- Promotional poster
- Directed by: Paul Feig
- Written by: Jessica Sharzer; Laeta Kalogridis;
- Based on: Characters by Darcey Bell
- Produced by: Paul Feig; Laura Fischer;
- Starring: Anna Kendrick; Blake Lively; Andrew Rannells; Bashir Salahuddin; Elizabeth Perkins; Michele Morrone; Elena Sofia Ricci; Henry Golding; Allison Janney;
- Cinematography: John Schwartzman
- Edited by: Brent White
- Music by: Theodore Shapiro
- Production companies: Lionsgate; Feigco Entertainment;
- Distributed by: Amazon MGM Studios
- Release dates: March 7, 2025 (SXSW); May 1, 2025 (United States);
- Running time: 120 minutes
- Country: United States
- Language: English

= Another Simple Favor =

2025 film by Paul Feig

Another Simple Favor is a 2025 American black comedy mystery film directed by Paul Feig from a screenplay by Jessica Sharzer and Laeta Kalogridis. It is the sequel to A Simple Favor (2018), which in turn is based on the 2017 novel by Darcey Bell.
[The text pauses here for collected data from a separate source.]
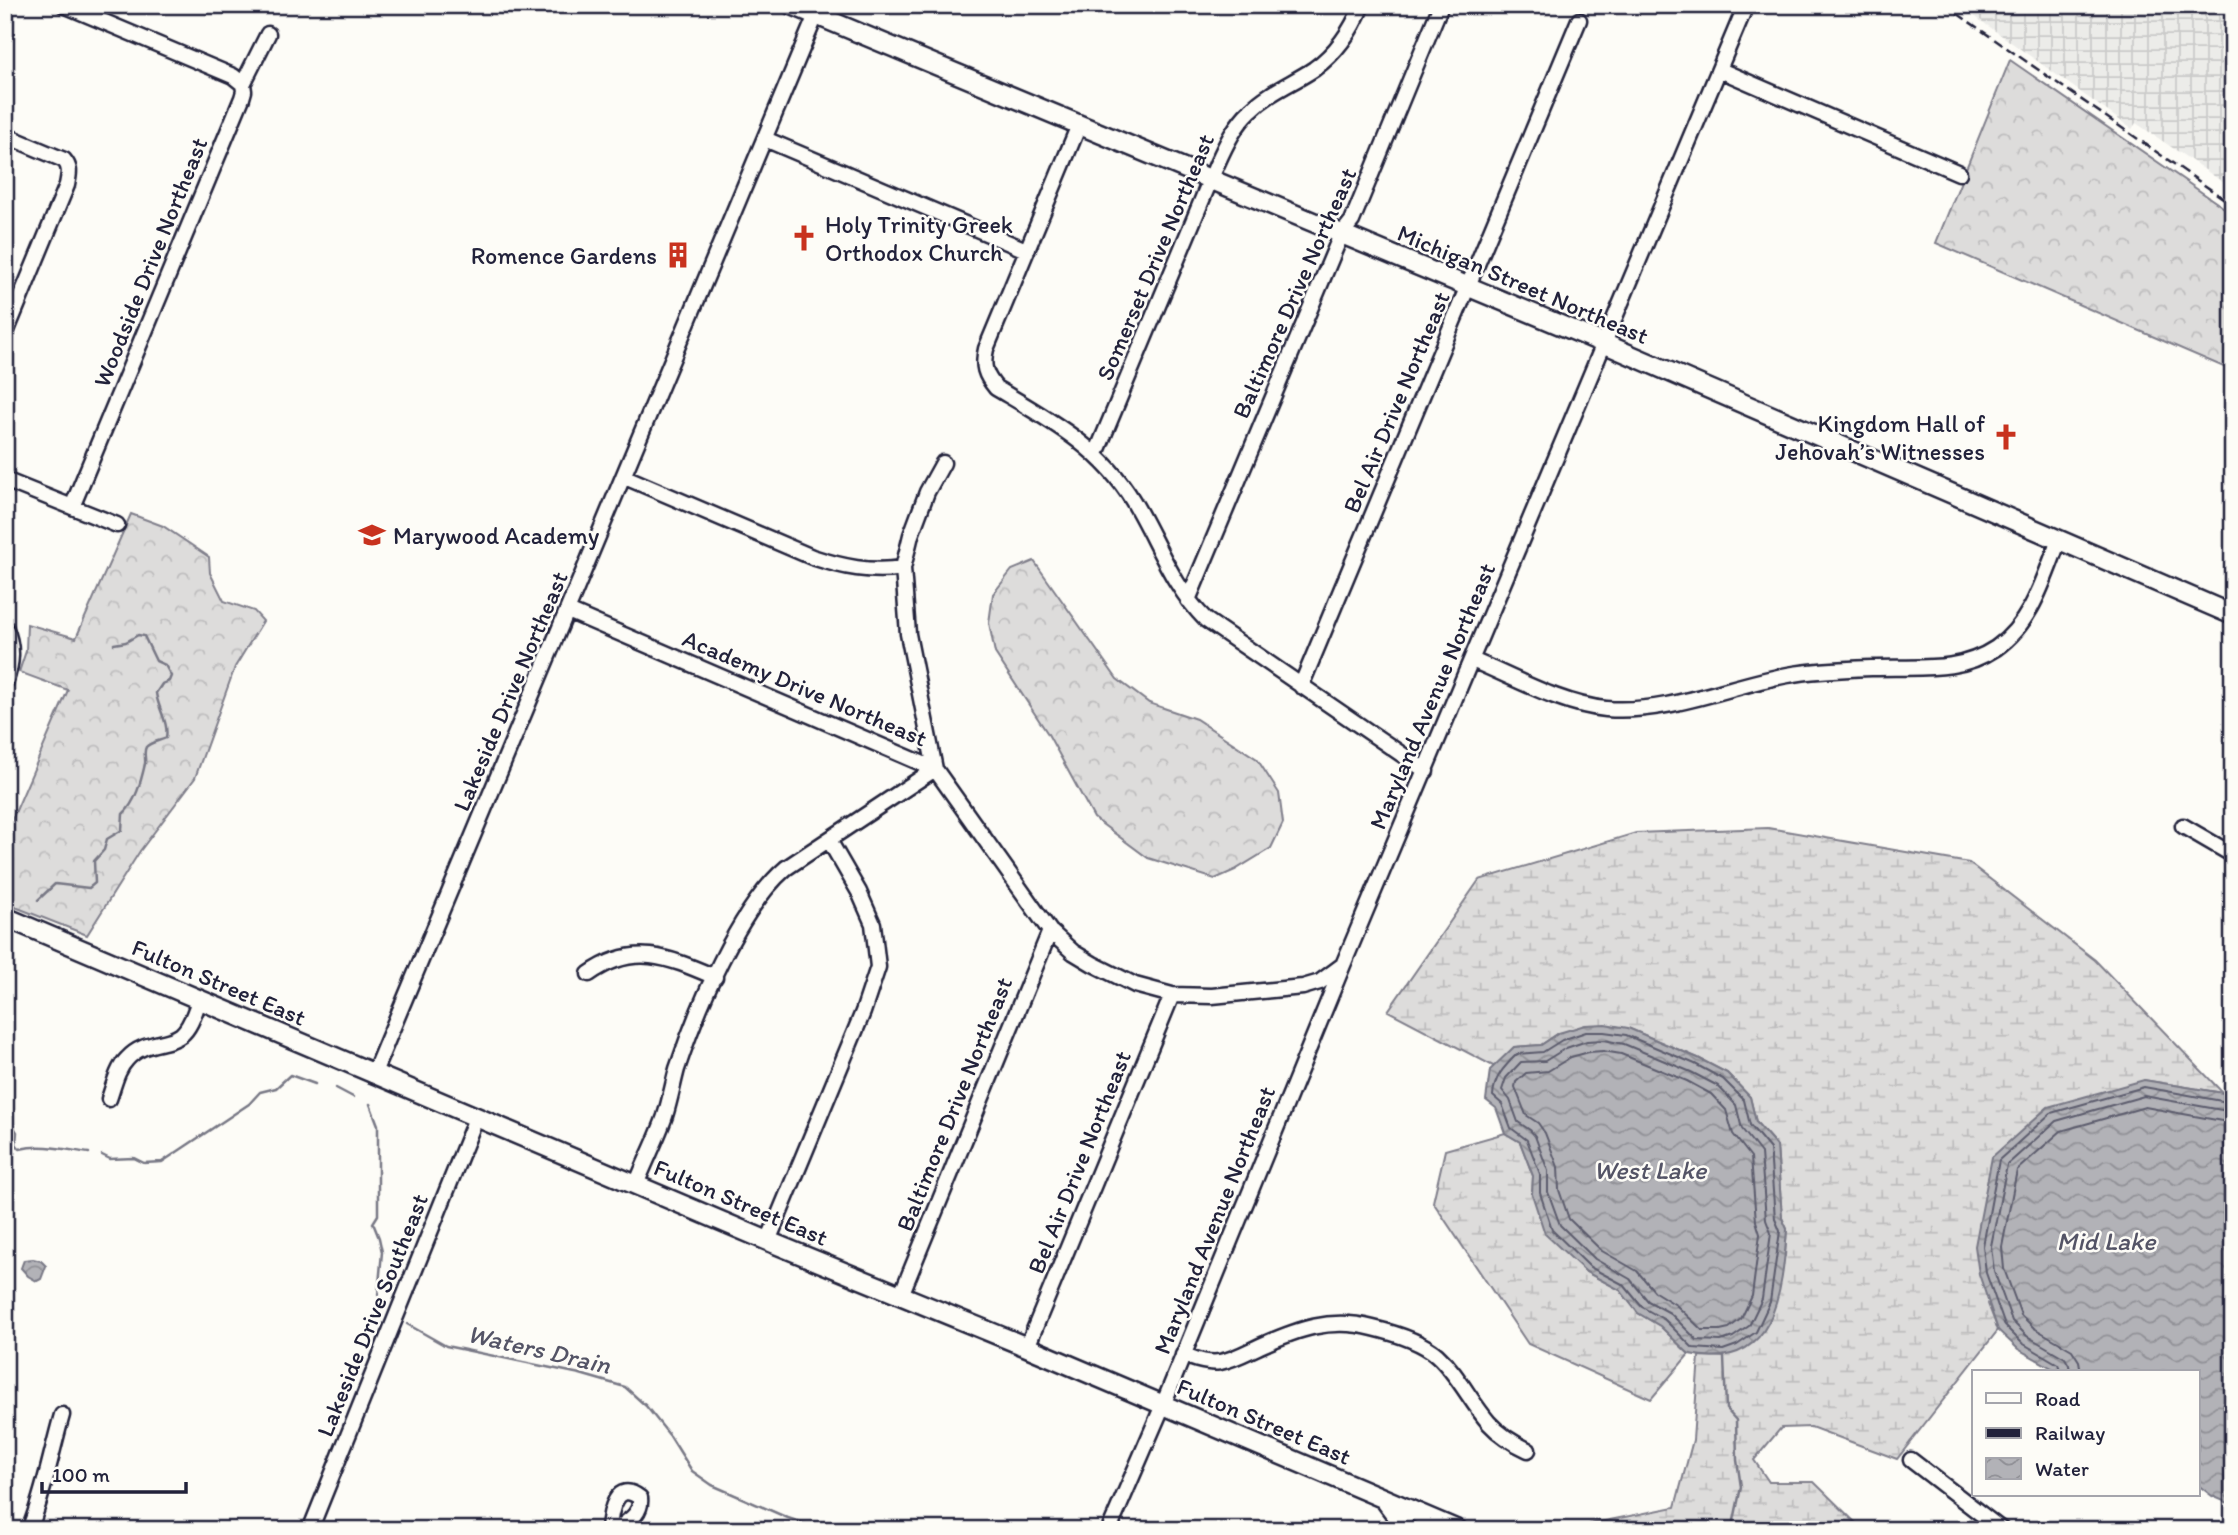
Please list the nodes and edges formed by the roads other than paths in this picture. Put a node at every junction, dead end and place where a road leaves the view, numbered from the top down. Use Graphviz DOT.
graph roads {
  1 [pos="64,5"];
  2 [pos="792,5"];
  3 [pos="1362,5"];
  4 [pos="1441,5"];
  5 [pos="1746,5"];
  6 [pos="816,15"];
  7 [pos="1579,20"];
  8 [pos="268,34"];
  9 [pos="1720,71"];
  10 [pos="243,84"];
  11 [pos="1079,125"];
  12 [pos="7,136"];
  13 [pos="765,139"];
  14 [pos="1959,173"];
  15 [pos="1211,179"];
  16 [pos="1341,235"];
  17 [pos="1026,250"];
  18 [pos="1469,287"];
  19 [pos="5,335"];
  20 [pos="1604,344"];
  21 [pos="1096,454"];
  22 [pos="943,463"];
  23 [pos="625,477"];
  24 [pos="5,480"];
  25 [pos="72,507"];
  26 [pos="117,525"];
  27 [pos="2059,540"];
  28 [pos="903,568"];
  29 [pos="1188,600"];
  30 [pos="568,611"];
  31 [pos="2233,615"];
  32 [pos="5,628"];
  33 [pos="1472,660"];
  34 [pos="5,683"];
  35 [pos="1301,686"];
  36 [pos="935,769"];
  37 [pos="1426,771"];
  38 [pos="2183,826"];
  39 [pos="829,840"];
  40 [pos="2233,855"];
  41 [pos="5,917"];
  42 [pos="1050,931"];
  43 [pos="1343,964"];
  44 [pos="589,974"];
  45 [pos="715,976"];
  46 [pos="1172,995"];
  47 [pos="199,1000"];
  48 [pos="373,1074"];
  49 [pos="109,1099"];
  50 [pos="476,1118"];
  51 [pos="636,1185"];
  52 [pos="768,1241"];
  53 [pos="901,1295"];
  54 [pos="1027,1347"];
  55 [pos="1184,1355"];
  56 [pos="1163,1405"];
  57 [pos="62,1415"];
  58 [pos="1528,1450"];
  59 [pos="1912,1460"];
  60 [pos="1382,1497"];
  61 [pos="29,1530"];
  62 [pos="310,1530"];
  63 [pos="609,1530"];
  64 [pos="616,1530"];
  65 [pos="1109,1530"];
  66 [pos="1407,1530"];
  67 [pos="1458,1530"];
  68 [pos="2002,1530"];
  1 -- 10 [label="street"];
  2 -- 6 [label="main road, Michigan Street Northeast"];
  3 -- 15 [label="street, Somerset Drive Northeast"];
  4 -- 16 [label="street, Baltimore Drive Northeast"];
  5 -- 9 [label="street, Maryland Avenue Northeast"];
  6 -- 11 [label="main road, Michigan Street Northeast"];
  6 -- 13 [label="street, Lakeside Drive Northeast"];
  7 -- 18 [label="street, Bel Air Drive Northeast"];
  8 -- 10 [label="street, Woodside Drive Northeast"];
  9 -- 14 [label="street"];
  9 -- 20 [label="street, Maryland Avenue Northeast"];
  10 -- 25 [label="street, Woodside Drive Northeast"];
  11 -- 15 [label="main road, Michigan Street Northeast"];
  11 -- 17 [label="street"];
  12 -- 19 [label="street"];
  13 -- 17 [label="street"];
  13 -- 23 [label="street, Lakeside Drive Northeast"];
  15 -- 16 [label="main road, Michigan Street Northeast"];
  15 -- 21 [label="street, Somerset Drive Northeast"];
  16 -- 18 [label="main road, Michigan Street Northeast"];
  16 -- 29 [label="street, Baltimore Drive Northeast"];
  17 -- 21 [label="street"];
  18 -- 20 [label="main road, Michigan Street Northeast"];
  18 -- 35 [label="street, Bel Air Drive Northeast"];
  20 -- 27 [label="main road, Michigan Street Northeast"];
  20 -- 33 [label="street, Maryland Avenue Northeast"];
  21 -- 29 [label="street"];
  22 -- 28 [label="street"];
  23 -- 28 [label="street"];
  23 -- 30 [label="street, Lakeside Drive Northeast"];
  24 -- 25 [label="street"];
  25 -- 26 [label="street"];
  27 -- 31 [label="main road, Michigan Street Northeast"];
  27 -- 33 [label="street"];
  28 -- 36 [label="street"];
  29 -- 35 [label="street"];
  30 -- 36 [label="street, Academy Drive Northeast"];
  30 -- 48 [label="street, Lakeside Drive Northeast"];
  32 -- 34 [label="street"];
  33 -- 37 [label="street, Maryland Avenue Northeast"];
  35 -- 37 [label="street"];
  36 -- 39 [label="street"];
  36 -- 42 [label="street, Academy Drive Northeast"];
  37 -- 43 [label="street, Maryland Avenue Northeast"];
  38 -- 40 [label="street"];
  39 -- 45 [label="street"];
  39 -- 52 [label="street"];
  41 -- 47 [label="main road, Fulton Street East"];
  42 -- 46 [label="street, Academy Drive Northeast"];
  42 -- 53 [label="street, Baltimore Drive Northeast"];
  43 -- 46 [label="street, Academy Drive Northeast"];
  43 -- 55 [label="street, Maryland Avenue Northeast"];
  44 -- 45 [label="street"];
  45 -- 51 [label="street"];
  46 -- 54 [label="street, Bel Air Drive Northeast"];
  47 -- 48 [label="main road, Fulton Street East"];
  47 -- 49 [label="street"];
  48 -- 50 [label="main road, Fulton Street East"];
  50 -- 51 [label="main road, Fulton Street East"];
  50 -- 62 [label="street, Lakeside Drive Southeast"];
  51 -- 52 [label="main road, Fulton Street East"];
  52 -- 53 [label="main road, Fulton Street East"];
  53 -- 54 [label="main road, Fulton Street East"];
  54 -- 56 [label="main road, Fulton Street East"];
  55 -- 56 [label="street, Maryland Avenue Northeast"];
  55 -- 58 [label="street"];
  56 -- 60 [label="main road, Fulton Street East"];
  56 -- 65 [label="street, Maryland Avenue Northeast"];
  57 -- 61 [label="street"];
  59 -- 68 [label="street"];
  60 -- 66 [label="main road"];
  60 -- 67 [label="main road, Fulton Street East"];
  63 -- 64 [label="street"];
}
Anna Kendrick, Blake Lively, Henry Golding, Andrew Rannells, Bashir Salahuddin, Kelly McCormack, Joshua Satine, and Ian Ho reprise their roles from the first film, with Michele Morrone, Elena Sofia Ricci, Alex Newell, and Allison Janney joining the cast, while Elizabeth Perkins replaces Jean Smart.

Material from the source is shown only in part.